JFK's Waffles, Adlai's Pie, Humphrey's Soup and 13 More Political Recipes

It’s not every rummage sale at which you’ll truly score, but this weekend I picked up a copy of Political Pot Luck: A Collection of Recipes from Men Only, published in 1959 by the Peninsular Publishing Company in Tallahassee. It was edited by Meg Madigan, whose father was a Florida state comptroller and lobbyist. And she went all out for the cookbook, from governors to senators to media barons. Some of them can cook. And others…. are just racists. Heh. Well, let’s start with some good ones. For instance, it should be pointed out that John F. Kennedy’s waffle recipe is pretty right on the money! And Mrs. Hubert Humphrey’s beef soup is also a standout item.

One of the conceits of the book was “cracker cooking” and they sure don’t mean Hubert Humphrey’s beloved Saltines. So Spessard Holland’s use of “cracker” here was not out of thin air; the former Florida Governor and U.S. Senator was a pro-tax Democrat who would have been using the term as an anti-Yankee (and anti-newcomer) badge of original Florida settler family pride.

Marvin Griffin was not only a great cook but also a total crook and an incredible racist and segregationist. Ta da! I’m surprised this recipe doesn’t say “serve black people at a separate table.”

No one talks about Estes Kefauver anymore but he was very nearly president and maybe should have been. Also that is too much sugar for a fruit pie.

Boom. Yes, Governor Collins, that is a perfect spoon bread recipe. (Governor Collins would go on to lose a U.S. Senate election because he was photographed with Martin Luther King Jr. — but he was only working! He wasn’t actually marching in Selma, good heavens no. Still lost the election though.)

This recipe was written a few years before Paul Butler was deposed from the DNC by John Kennedy for not kissing enough Kennedy butt.

Probably we should all go read a history of how the Republican-led legislature of Michigan shut down the government in opposition to Governor Williams in the late 50s. Seems relevant!

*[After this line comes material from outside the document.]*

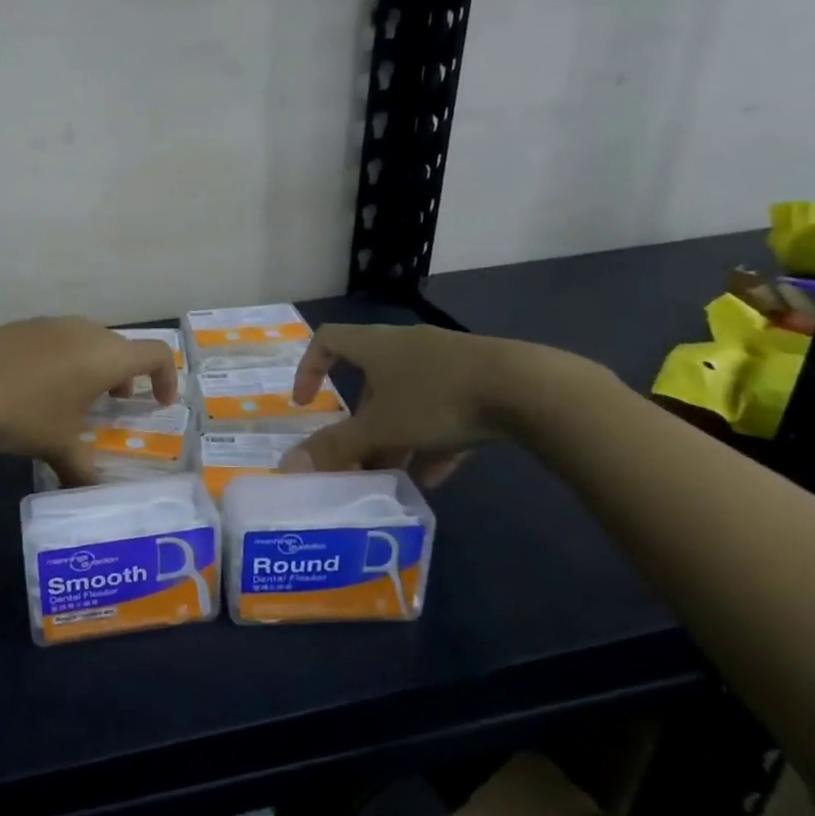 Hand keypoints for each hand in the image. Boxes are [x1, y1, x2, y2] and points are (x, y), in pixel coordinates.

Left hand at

Adlai Stevenson III II (WHATEVER, HISTORY IS COMPLICATED) was just the first to oppose the dreadful LaRouchites. Oh Lord, replace the Crisco with butter please.

Lo and behold, former Senator George Smathers knew how to cook a steak!

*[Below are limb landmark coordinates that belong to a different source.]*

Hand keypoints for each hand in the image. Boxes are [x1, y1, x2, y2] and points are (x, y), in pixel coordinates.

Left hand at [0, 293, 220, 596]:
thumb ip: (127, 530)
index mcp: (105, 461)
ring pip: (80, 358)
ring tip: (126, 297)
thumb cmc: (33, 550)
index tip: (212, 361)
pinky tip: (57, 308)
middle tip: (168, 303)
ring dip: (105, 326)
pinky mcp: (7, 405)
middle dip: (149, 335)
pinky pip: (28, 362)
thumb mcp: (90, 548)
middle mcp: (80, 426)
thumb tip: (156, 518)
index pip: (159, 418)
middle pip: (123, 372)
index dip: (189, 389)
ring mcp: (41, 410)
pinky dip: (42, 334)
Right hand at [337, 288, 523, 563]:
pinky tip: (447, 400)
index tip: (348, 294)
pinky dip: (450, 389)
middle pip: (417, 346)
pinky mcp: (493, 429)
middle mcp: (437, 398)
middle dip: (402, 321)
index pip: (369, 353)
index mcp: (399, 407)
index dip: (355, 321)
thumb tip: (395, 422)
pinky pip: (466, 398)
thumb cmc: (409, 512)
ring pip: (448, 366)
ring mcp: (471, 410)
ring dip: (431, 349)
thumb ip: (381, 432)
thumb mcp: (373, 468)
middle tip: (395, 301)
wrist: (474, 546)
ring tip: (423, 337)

And State Supreme Court Justice Roberts was a real bragger.

In fancy places, we call the calamondin the calamansi. Nelson Poynter, founder of Congressional Quarterly and funder of the Poynter Institute, well… this one goes out to Jim Romenesko.

Who? Well, Claude Pepper was on the cover of Time… twice, and said crazy leftist things (for decades!) that would get you run out of D.C. on a rail these days.

Robert Meyner beat Malcolm Forbes for reelection in New Jersey. Malcolm Forbes! That would have been amazing. Then we would never have had Jim McGreevey.

We’re just filing this one away for when we’re trapped in the woods. Yow.

And then there always has to be a funny guy. Who… isn’t. (Frank Trippett was however apparently an amazing reporter, so we’ll… try to forgive this lapse.)